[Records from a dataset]

# # # # # # #

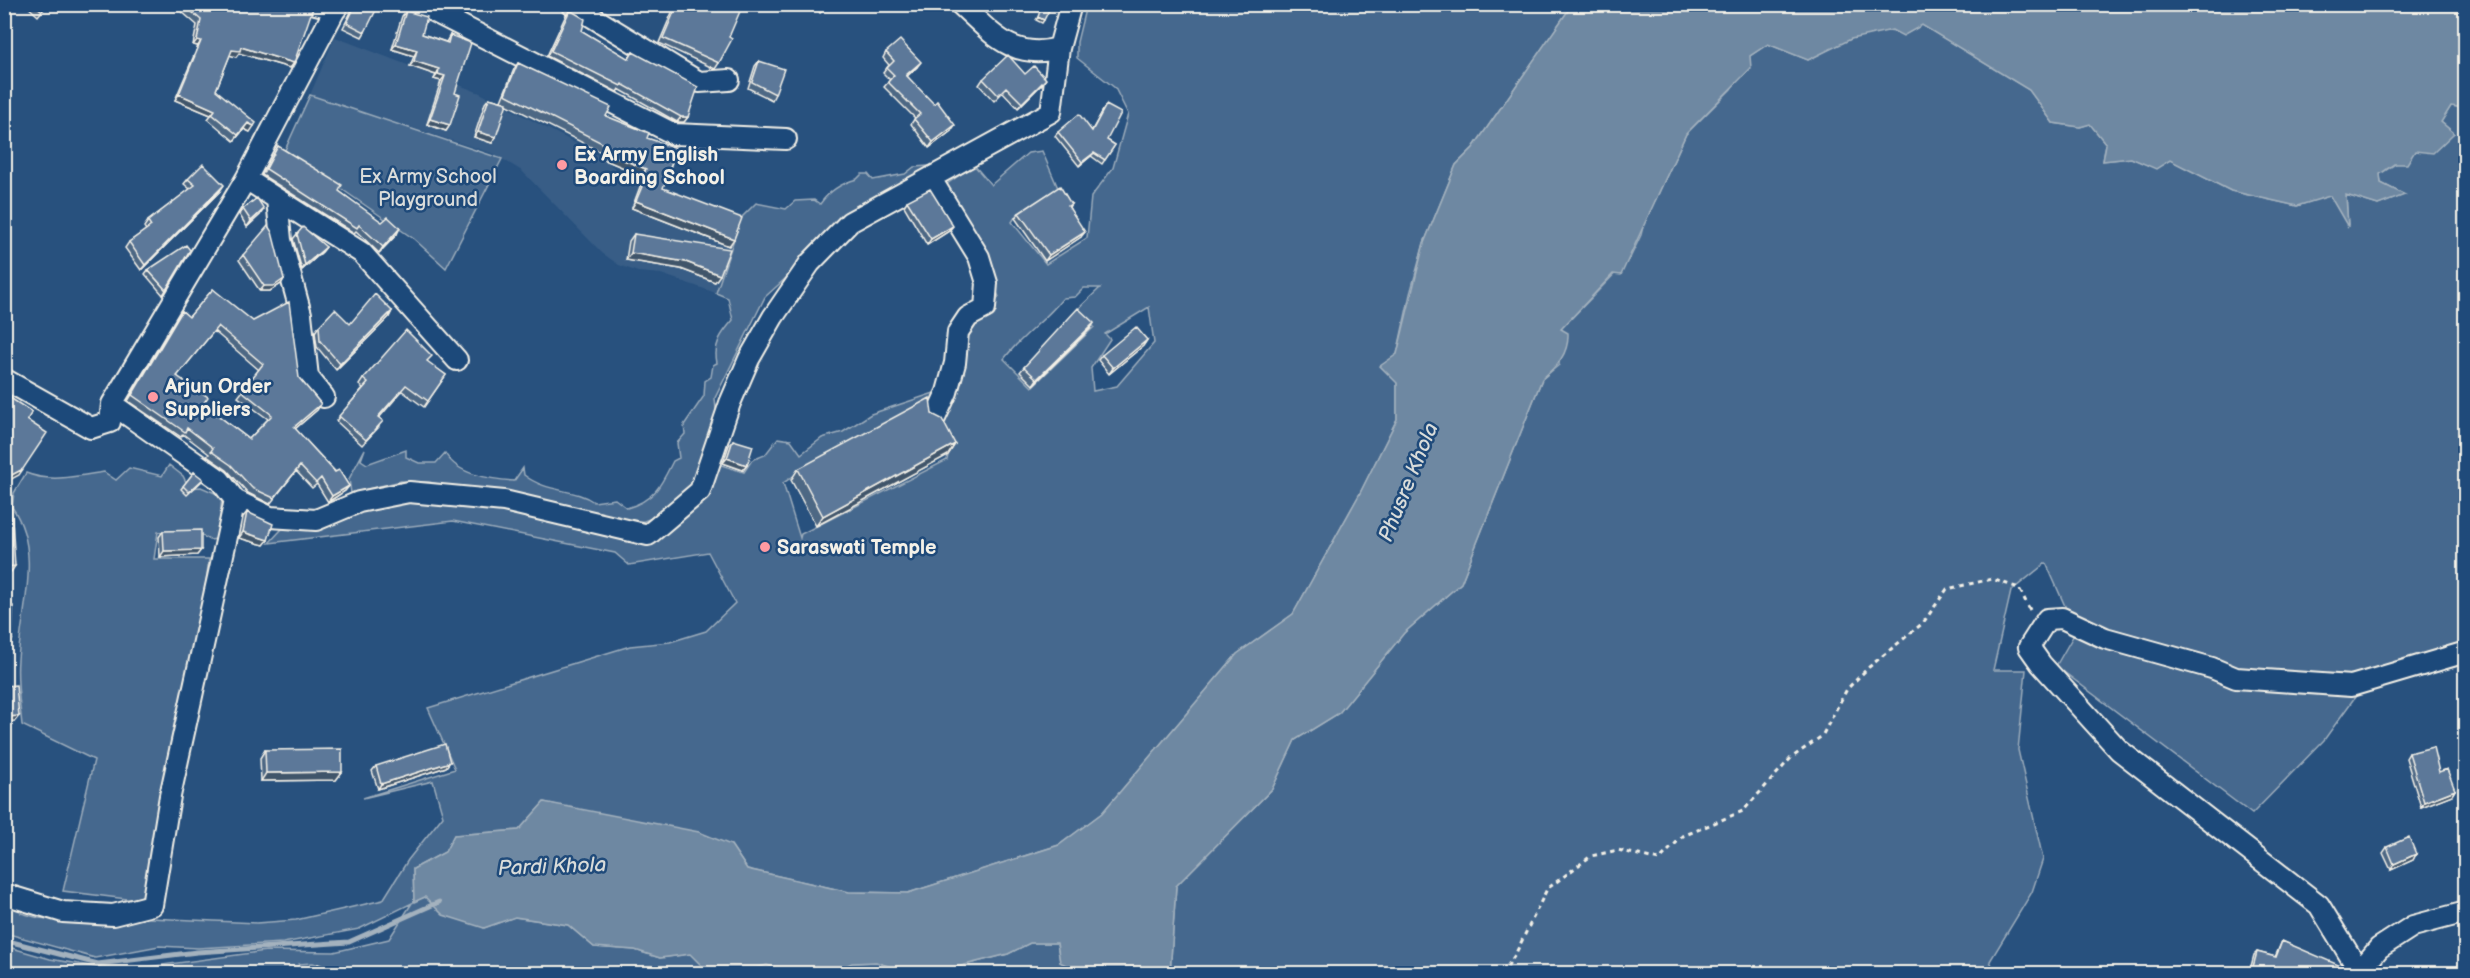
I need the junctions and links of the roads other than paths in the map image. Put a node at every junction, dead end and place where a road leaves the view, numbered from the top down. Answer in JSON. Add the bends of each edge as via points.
{"nodes":[{"id":1,"x":316,"y":4,"type":"edge"},
{"id":2,"x":419,"y":4,"type":"edge"},
{"id":3,"x":571,"y":4,"type":"edge"},
{"id":4,"x":960,"y":4,"type":"edge"},
{"id":5,"x":1071,"y":4,"type":"edge"},
{"id":6,"x":337,"y":7,"type":"edge"},
{"id":7,"x":1059,"y":48,"type":"junction"},
{"id":8,"x":729,"y":80,"type":"dead end"},
{"id":9,"x":786,"y":139,"type":"dead end"},
{"id":10,"x":246,"y":179,"type":"junction"},
{"id":11,"x":931,"y":179,"type":"junction"},
{"id":12,"x":277,"y":199,"type":"junction"},
{"id":13,"x":456,"y":360,"type":"dead end"},
{"id":14,"x":4,"y":379,"type":"edge"},
{"id":15,"x":324,"y":397,"type":"dead end"},
{"id":16,"x":112,"y":404,"type":"junction"},
{"id":17,"x":935,"y":418,"type":"edge"},
{"id":18,"x":235,"y":500,"type":"junction"},
{"id":19,"x":2466,"y":652,"type":"edge"},
{"id":20,"x":4,"y":894,"type":"edge"},
{"id":21,"x":2466,"y":912,"type":"edge"},
{"id":22,"x":2360,"y":973,"type":"edge"}],
"edges":[{"from":1,"to":6,"type":"street"},
{"from":2,"to":9,"type":"street","via":[[674,134]]},
{"from":3,"to":8,"type":"street","via":[[699,82]]},
{"from":4,"to":7,"type":"street","via":[[1006,46],[1039,54]]},
{"from":5,"to":7,"type":"street"},
{"from":6,"to":10,"type":"street"},
{"from":7,"to":11,"type":"street","via":[[1051,112]]},
{"from":10,"to":12,"type":"street"},
{"from":10,"to":16,"type":"street"},
{"from":11,"to":17,"type":"street","via":[[979,257],[987,283],[985,308],[968,317],[958,332],[955,363]]},
{"from":11,"to":18,"type":"street","via":[[850,222],[810,263],[749,359],[700,491],[648,535],[504,501],[408,492],[359,502],[316,520],[270,516]]},
{"from":12,"to":13,"type":"street","via":[[362,253]]},
{"from":12,"to":15,"type":"street","via":[[280,240],[301,314],[308,376]]},
{"from":14,"to":16,"type":"street","via":[[91,428],[110,422]]},
{"from":16,"to":18,"type":"street","via":[[220,480]]},
{"from":18,"to":20,"type":"street","via":[[171,796],[152,905],[113,915],[63,912]]},
{"from":19,"to":22,"type":"street","via":[[2380,680],[2342,686],[2236,678],[2105,638],[2062,618],[2047,619],[2029,646],[2084,715],[2119,750],[2319,905]]},
{"from":21,"to":22,"type":"street","via":[[2413,926],[2379,948]]}]}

# # # # # # #

Your answer must be the entries written out word for word, without their pictures.

## Reply
I need the junctions and links of the roads other than paths in the map image. Put a node at every junction, dead end and place where a road leaves the view, numbered from the top down. Answer in JSON. Add the bends of each edge as via points.
{"nodes":[{"id":1,"x":316,"y":4,"type":"edge"},
{"id":2,"x":419,"y":4,"type":"edge"},
{"id":3,"x":571,"y":4,"type":"edge"},
{"id":4,"x":960,"y":4,"type":"edge"},
{"id":5,"x":1071,"y":4,"type":"edge"},
{"id":6,"x":337,"y":7,"type":"edge"},
{"id":7,"x":1059,"y":48,"type":"junction"},
{"id":8,"x":729,"y":80,"type":"dead end"},
{"id":9,"x":786,"y":139,"type":"dead end"},
{"id":10,"x":246,"y":179,"type":"junction"},
{"id":11,"x":931,"y":179,"type":"junction"},
{"id":12,"x":277,"y":199,"type":"junction"},
{"id":13,"x":456,"y":360,"type":"dead end"},
{"id":14,"x":4,"y":379,"type":"edge"},
{"id":15,"x":324,"y":397,"type":"dead end"},
{"id":16,"x":112,"y":404,"type":"junction"},
{"id":17,"x":935,"y":418,"type":"edge"},
{"id":18,"x":235,"y":500,"type":"junction"},
{"id":19,"x":2466,"y":652,"type":"edge"},
{"id":20,"x":4,"y":894,"type":"edge"},
{"id":21,"x":2466,"y":912,"type":"edge"},
{"id":22,"x":2360,"y":973,"type":"edge"}],
"edges":[{"from":1,"to":6,"type":"street"},
{"from":2,"to":9,"type":"street","via":[[674,134]]},
{"from":3,"to":8,"type":"street","via":[[699,82]]},
{"from":4,"to":7,"type":"street","via":[[1006,46],[1039,54]]},
{"from":5,"to":7,"type":"street"},
{"from":6,"to":10,"type":"street"},
{"from":7,"to":11,"type":"street","via":[[1051,112]]},
{"from":10,"to":12,"type":"street"},
{"from":10,"to":16,"type":"street"},
{"from":11,"to":17,"type":"street","via":[[979,257],[987,283],[985,308],[968,317],[958,332],[955,363]]},
{"from":11,"to":18,"type":"street","via":[[850,222],[810,263],[749,359],[700,491],[648,535],[504,501],[408,492],[359,502],[316,520],[270,516]]},
{"from":12,"to":13,"type":"street","via":[[362,253]]},
{"from":12,"to":15,"type":"street","via":[[280,240],[301,314],[308,376]]},
{"from":14,"to":16,"type":"street","via":[[91,428],[110,422]]},
{"from":16,"to":18,"type":"street","via":[[220,480]]},
{"from":18,"to":20,"type":"street","via":[[171,796],[152,905],[113,915],[63,912]]},
{"from":19,"to":22,"type":"street","via":[[2380,680],[2342,686],[2236,678],[2105,638],[2062,618],[2047,619],[2029,646],[2084,715],[2119,750],[2319,905]]},
{"from":21,"to":22,"type":"street","via":[[2413,926],[2379,948]]}]}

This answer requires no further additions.